For Seach, a self confessed “volcano chaser” who owns an adventure tour company, Volcano Live, there’s nothing better than liquid rock, steaming earth and the sulphurous smell of freshly made land. It turns out he’s not alone. A growing number of travelers are actively seeking out the drama of volcanic landscapes for some seriously hot holidays.
Dr. Tom Pfeiffer, a fellow volcanologist who has turned his love of lava into an adventure tour outfit called Volcano Discovery, thinks the appeal is in the immediacy of the experience. “Most geological processes are so slow that you can’t see them. With volcanoes you’re actually watching the land being made. The geological formations that result can be understood by people with no training at all in geology.” Each volcano is distinctly different and, according to Dr. Pfeiffer, each exhibits a unique personality. “I love Hawaii because it’s very gentle and powerful,” he says. “It’s like a whale: it rarely harms anything. It doesn’t need to be immediately spectacular. I also love Mount Etna because it’s very capricious - like the Italian character.”

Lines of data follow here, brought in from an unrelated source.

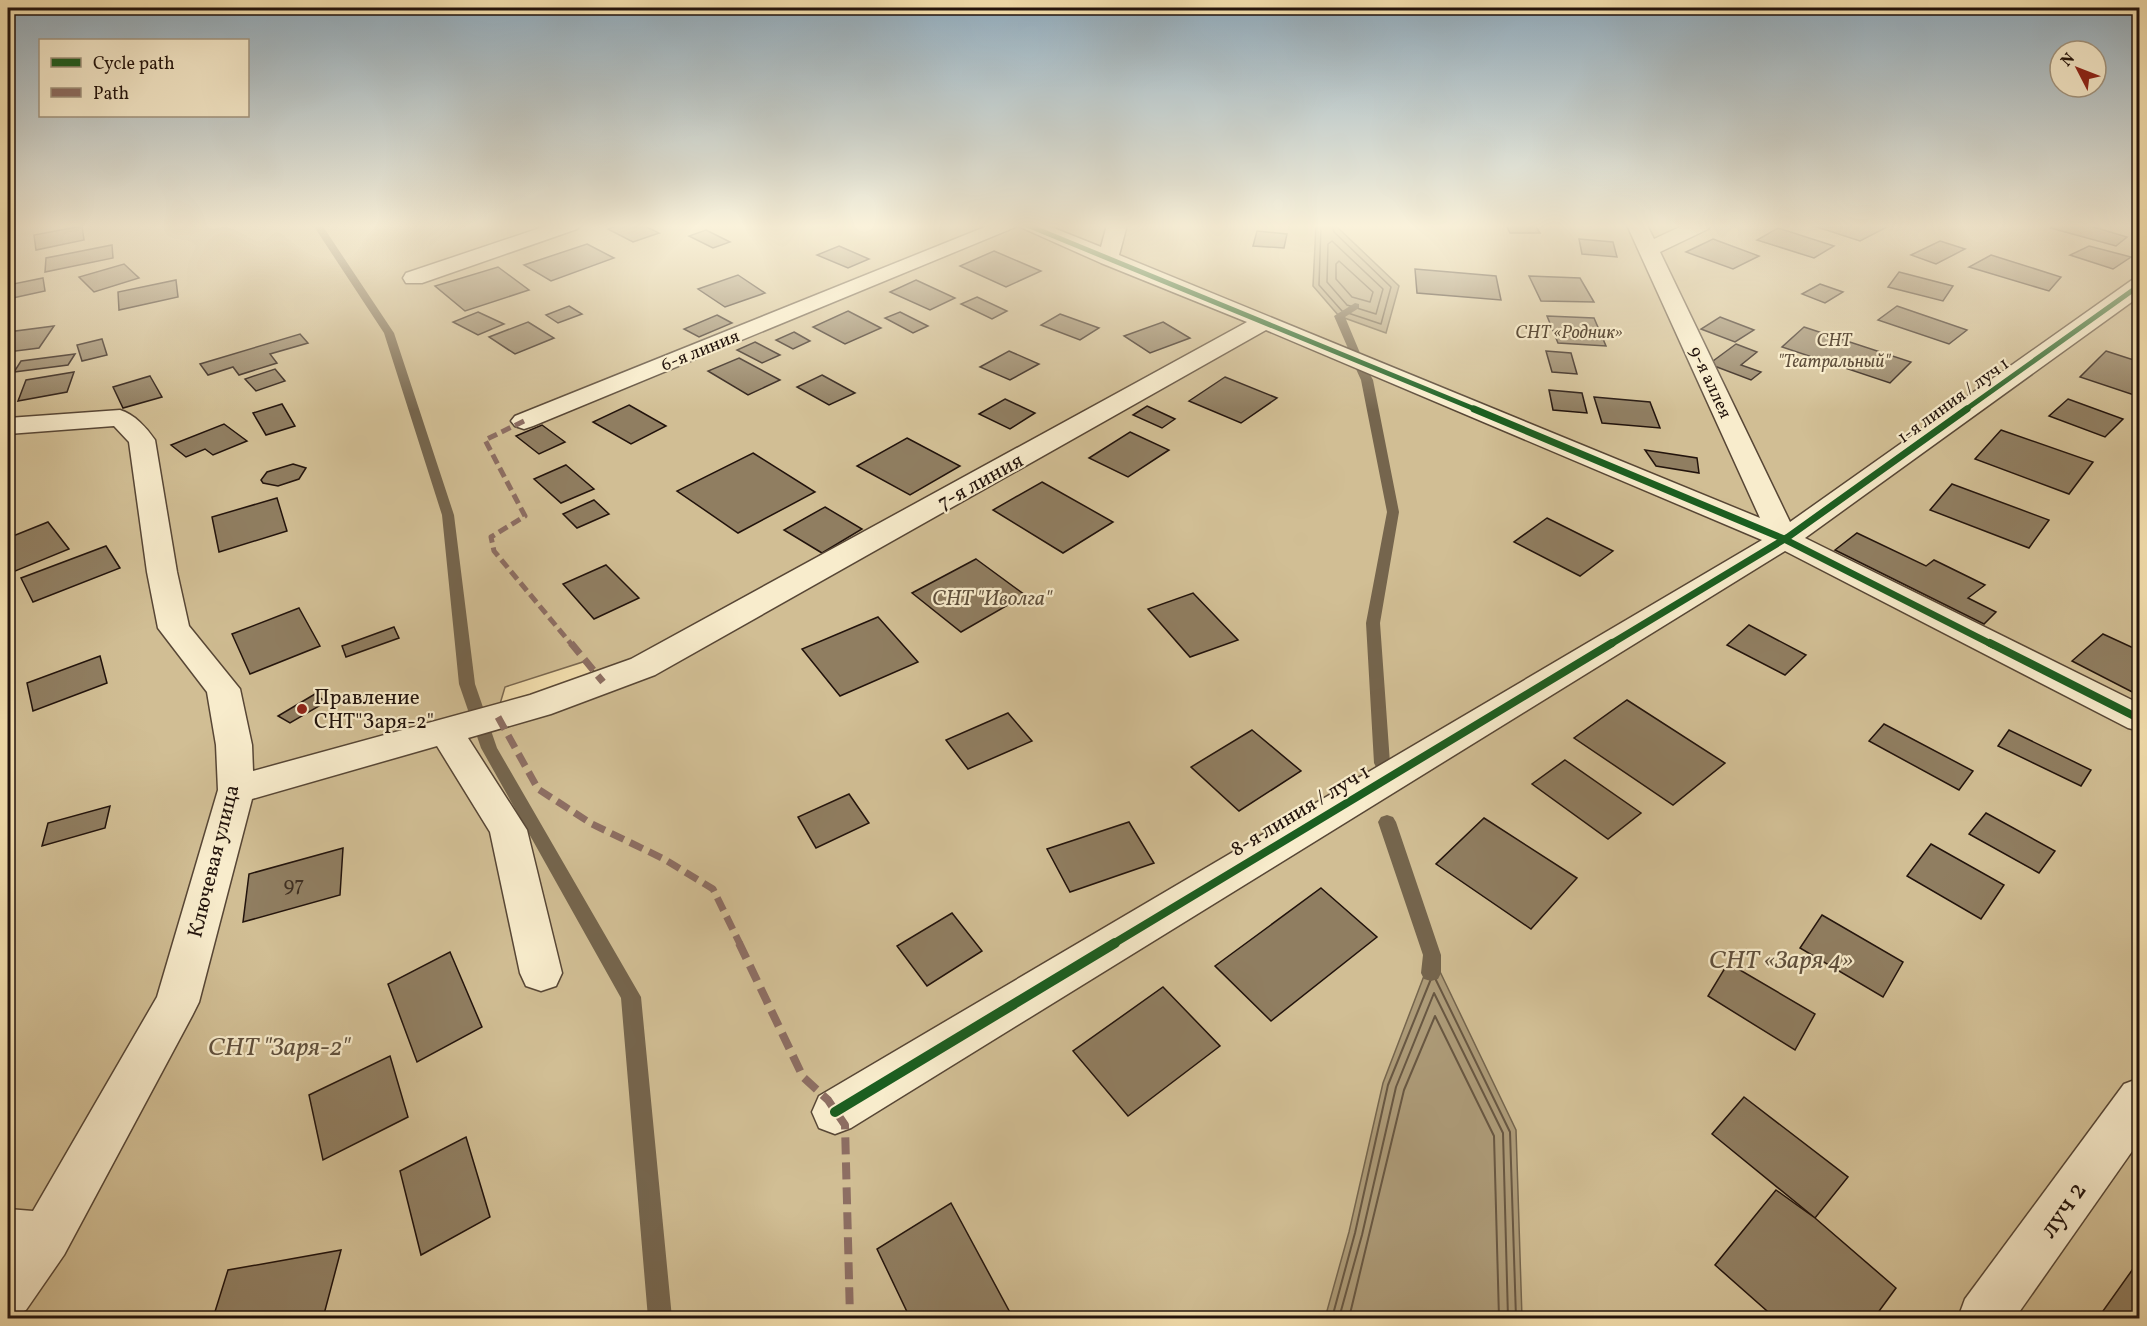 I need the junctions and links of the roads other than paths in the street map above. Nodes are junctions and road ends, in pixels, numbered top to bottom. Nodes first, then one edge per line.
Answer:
1 (856, 287) edge
2 (1179, 287) edge
3 (1665, 287) edge
4 (2136, 287) edge
5 (1265, 321) junction
6 (524, 421) dead end
7 (8, 426) edge
8 (1784, 539) junction
9 (2139, 719) edge
10 (467, 725) junction
11 (236, 790) junction
12 (541, 973) dead end
13 (2139, 1100) edge
14 (835, 1112) dead end
15 (27, 1236) edge
16 (8, 1292) edge
17 (1984, 1318) edge

1 - 6 street, 6-я линия
2 - 5 street
3 - 8 street, 9-я аллея
4 - 8 street, 1-я линия / луч 1
5 - 8 street
5 - 10 street, 7-я линия
7 - 11 street, Ключевая улица
8 - 9 street
8 - 14 street, 8-я линия / луч 1
10 - 11 street, 7-я линия
10 - 12 street
11 - 15 street, Ключевая улица
13 - 17 street, луч 2
15 - 16 street, Ключевая улица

In many cultures volcanoes are revered as Gods. Warren Costa, a native Hawaiian guide who conducts personal tours of Volcano National Park and surrounding areas, makes a point of schooling his guests in native culture as well as geology. “We consider the lava to be the actual body of the God Pele. You don’t want to mess with lava in a disrespectful way like throwing quarters or roasting marshmallow,” he warns. It’s a case of look, touch but take absolutely nothing (lest you want some bad luck courtesy of Pele). “Every day The National Parks and the hotels get packages from tourists returning rocks they took on vacation,” adds Costa.

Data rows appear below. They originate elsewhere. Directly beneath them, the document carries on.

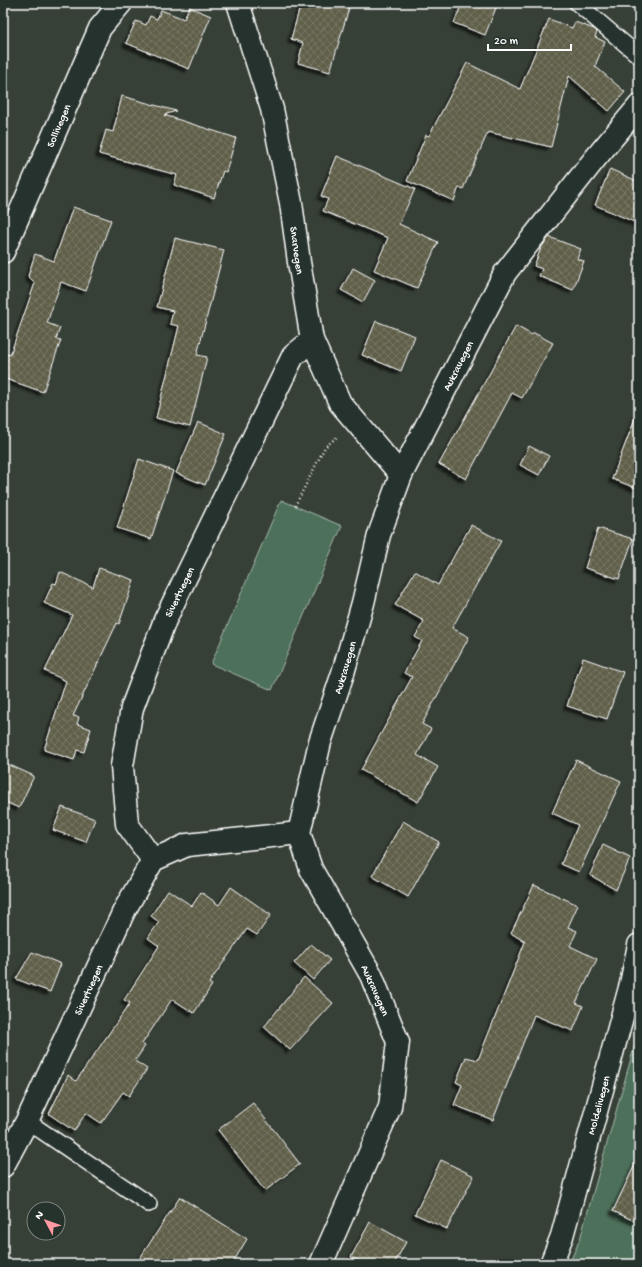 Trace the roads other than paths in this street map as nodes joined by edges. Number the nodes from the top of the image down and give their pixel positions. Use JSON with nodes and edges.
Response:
{"nodes":[{"id":1,"x":121,"y":3,"type":"edge"},
{"id":2,"x":238,"y":3,"type":"edge"},
{"id":3,"x":577,"y":3,"type":"edge"},
{"id":4,"x":639,"y":56,"type":"edge"},
{"id":5,"x":639,"y":106,"type":"edge"},
{"id":6,"x":3,"y":252,"type":"edge"},
{"id":7,"x":312,"y":340,"type":"junction"},
{"id":8,"x":402,"y":476,"type":"junction"},
{"id":9,"x":300,"y":833,"type":"junction"},
{"id":10,"x":153,"y":860,"type":"junction"},
{"id":11,"x":639,"y":945,"type":"edge"},
{"id":12,"x":27,"y":1121,"type":"junction"},
{"id":13,"x":3,"y":1166,"type":"edge"},
{"id":14,"x":149,"y":1204,"type":"dead end"},
{"id":15,"x":321,"y":1264,"type":"edge"},
{"id":16,"x":551,"y":1264,"type":"edge"}],
"edges":[{"from":1,"to":6,"type":"street","name":"Sollivegen"},
{"from":2,"to":7,"type":"street","name":"Snarvegen"},
{"from":3,"to":4,"type":"lane"},
{"from":5,"to":8,"type":"street","name":"Aukravegen"},
{"from":7,"to":8,"type":"street","name":"Snarvegen"},
{"from":7,"to":10,"type":"street","name":"Sivertvegen"},
{"from":8,"to":9,"type":"street","name":"Aukravegen"},
{"from":9,"to":10,"type":"street"},
{"from":9,"to":15,"type":"street","name":"Aukravegen"},
{"from":10,"to":12,"type":"street","name":"Sivertvegen"},
{"from":11,"to":16,"type":"street","name":"Moldelivegen"},
{"from":12,"to":13,"type":"street","name":"Sivertvegen"},
{"from":12,"to":14,"type":"lane"}]}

Even benevolent Gods have bad moods so it pays to be aware of the dangers inherit in volcanic zones. “The most common injury is cuts where people fall on the razor sharp pahoehoe lava,” says Costa, adding that the most hazardous place in Volcano National Park is where the lava meets the sea. “The steam cloud is made up of hydrochloric and sulfuric acid with little bits of volcanic glass in it,” he explains. It’s a nasty cocktail to inhale.
“I’ve been hit by flying rocks a couple of times,” says volcanologist John Seach cheerfully. “We were filming a documentary for Discovery Channel and took shelter in an abandoned building on Mount Etna. I was speaking to camera and a chunk of lava the size of a golf ball hit me. It had cooled down on its journey from the vent about two miles away but it still knocked me to the ground,” he says adding, “I also melted my boots on Lopevi Volcano in Vanuatu.”

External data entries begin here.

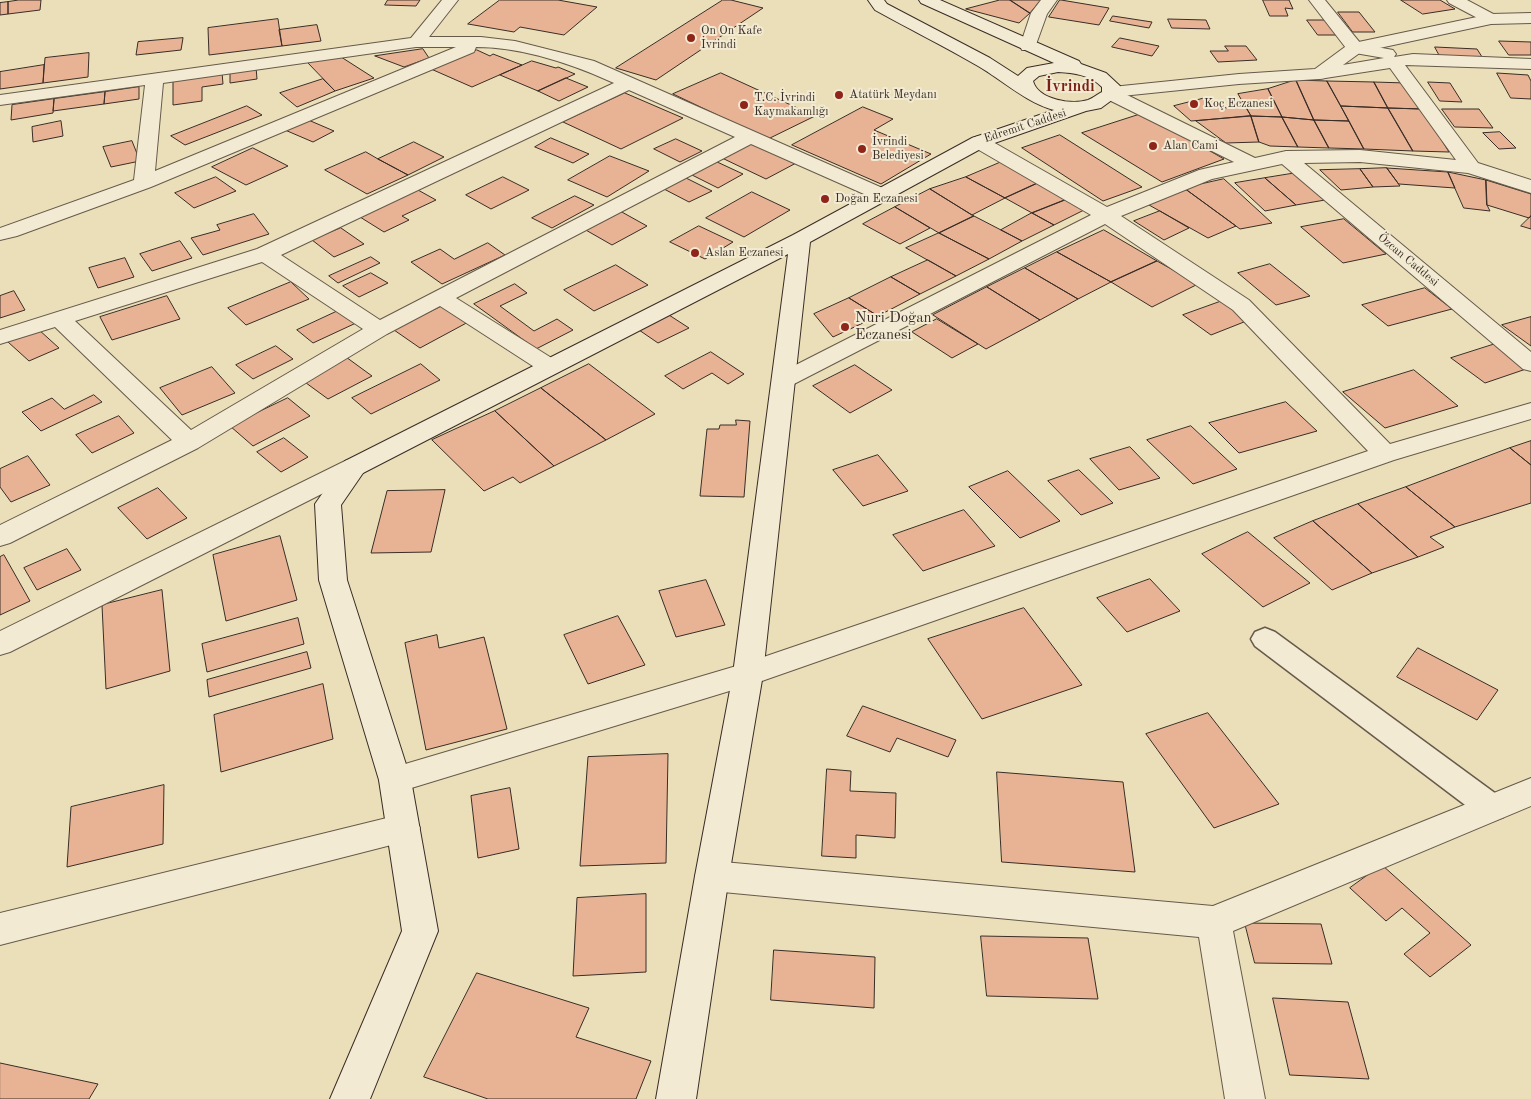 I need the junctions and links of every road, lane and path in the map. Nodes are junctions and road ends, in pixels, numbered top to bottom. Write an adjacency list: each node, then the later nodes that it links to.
1 (450, 0): 9 (street)
2 (876, 0): 21 (street, Edremit Caddesi)
3 (928, 0): 11 (street)
4 (1048, 0): 11 (street)
5 (1317, 0): 12 (street)
6 (1455, 0): 8 (street)
7 (1531, 18): 8 (street)
8 (1491, 19): 12 (street)
9 (416, 42): 10 (street); 18 (street)
10 (481, 42): 20 (street); 30 (street)
11 (1028, 46): 16 (street)
12 (1355, 48): 13 (street); 17 (street)
13 (1413, 59): 14 (street); 15 (street)
14 (1394, 62): 17 (street); 29 (street)
15 (1531, 64)
16 (1092, 73): 19 (street); 21 (street, Edremit Caddesi); 22 (street)
17 (1319, 74): 19 (street)
18 (155, 77): 23 (street); 30 (street)
19 (1239, 79): 22 (street)
20 (627, 84): 25 (street); 36 (street)
21 (1024, 88): 24 (street, Edremit Caddesi); 26 (street, Edremit Caddesi)
22 (1111, 93): 24 (street, Edremit Caddesi); 28 (street)
23 (0, 100)
24 (1084, 106): 26 (street, Edremit Caddesi)
25 (750, 137): 32 (street); 37 (street)
26 (979, 142): 32 (street); 33 (street)
27 (1286, 157): 28 (street); 29 (street); 41 (street, Özcan Caddesi)
28 (1250, 163): 33 (street)
29 (1471, 167): 31 (street)
30 (144, 183): 34 (street)
31 (1531, 187)
32 (880, 194): 35 (street)
33 (1106, 215): 43 (street); 46 (street)
34 (0, 234)
35 (800, 239): 42 (street); 43 (street)
36 (264, 254): 38 (street); 39 (street)
37 (440, 297): 39 (street); 42 (street)
38 (60, 319): 40 (street); 45 (street)
39 (378, 329): 45 (street)
40 (0, 337)
41 (1531, 364)
42 (550, 366): 47 (street)
43 (784, 380): 51 (street)
44 (1531, 411): 46 (street)
45 (189, 442): 48 (street)
46 (1385, 454): 51 (street)
47 (354, 467): 50 (street); 52 (street)
48 (0, 536)
49 (1264, 640): 54 (lane)
50 (0, 644)
51 (748, 674): 52 (street); 56 (street)
52 (395, 780): 55 (street)
53 (1531, 792): 54 (street)
54 (1492, 808): 57 (street)
55 (403, 828): 58 (street); 59 (street)
56 (712, 876): 57 (street); 60 (street)
57 (1214, 922): 61 (street)
58 (0, 929)
59 (350, 1099)
60 (676, 1099)
61 (1245, 1099)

If this sounds like just your kind of vacation then read on. Our list of ten great volcano adventures was compiled by consulting tourism experts around the Pacific Ring of Fire, Africa and beyond. It includes expedition style adventures reminiscent of Journey to the Center of the Earth where campers gaze in awe at boiling lakes of lava under the moonlight. Some volcanoes, like those on the edge of the Arctic Circle, are best appreciated by plane, taking in four sleeping giants in the course of one day. Others like Kilimanjaro, we find, can be conquered on foot via a goat-track far less traveled. We discover new ways to learn about the cultures that thrived and perished at the hands of the volcano Gods and discover places to eat food cooked in the hot belly of the earth. On the flanks of a conical volcano we discover whimsical activities in the form of one of New Zealand’s newest and zaniest sports, dam dropping.
No matter how wild or mild the adventure, the added presence of a volcano is always a humbling force. “Gazing into the colder,” says volcanologist Tom Pfeiffer, ” It feels like you’re looking into the mouth of hell.” And if that won’t get your adrenaline flowing then nothing will.
SLIDESHOW
- THE VOLCANO:
Kilauea, Hawaii (4091 feet). A gently sloping shield volcano, Kilauea on the Big Island of Hawaii has been erupting continuously since 1983.
THE ADVENTURE:
A great tourism infrastructure, constant eruptions and wonderful climate make Volcano National Park a popular destination. Hawaiian native guide Warren Costa, who conducts exclusive by-appointment tours of many little known areas, has some advice for budding volcanologists: “The trick is to know what to know what to look for. It’s a six-mile round trip to the hot lava and many people come back without really seeing anything. I watch for the way the air distorts but a lot of the times you can hear lava before you see it. Imagine taking a handful of broken windscreen glass and dropping it a few at a time onto a concrete floor”. Costa shows clients Pele’s tears and Pele’s hair, two unique geological formations. He also leads groups to naturally heated steam baths and ventures more than one thousand feet into an un-touristed and unlit section of Nahuku Lava Tube to see lava stalactites.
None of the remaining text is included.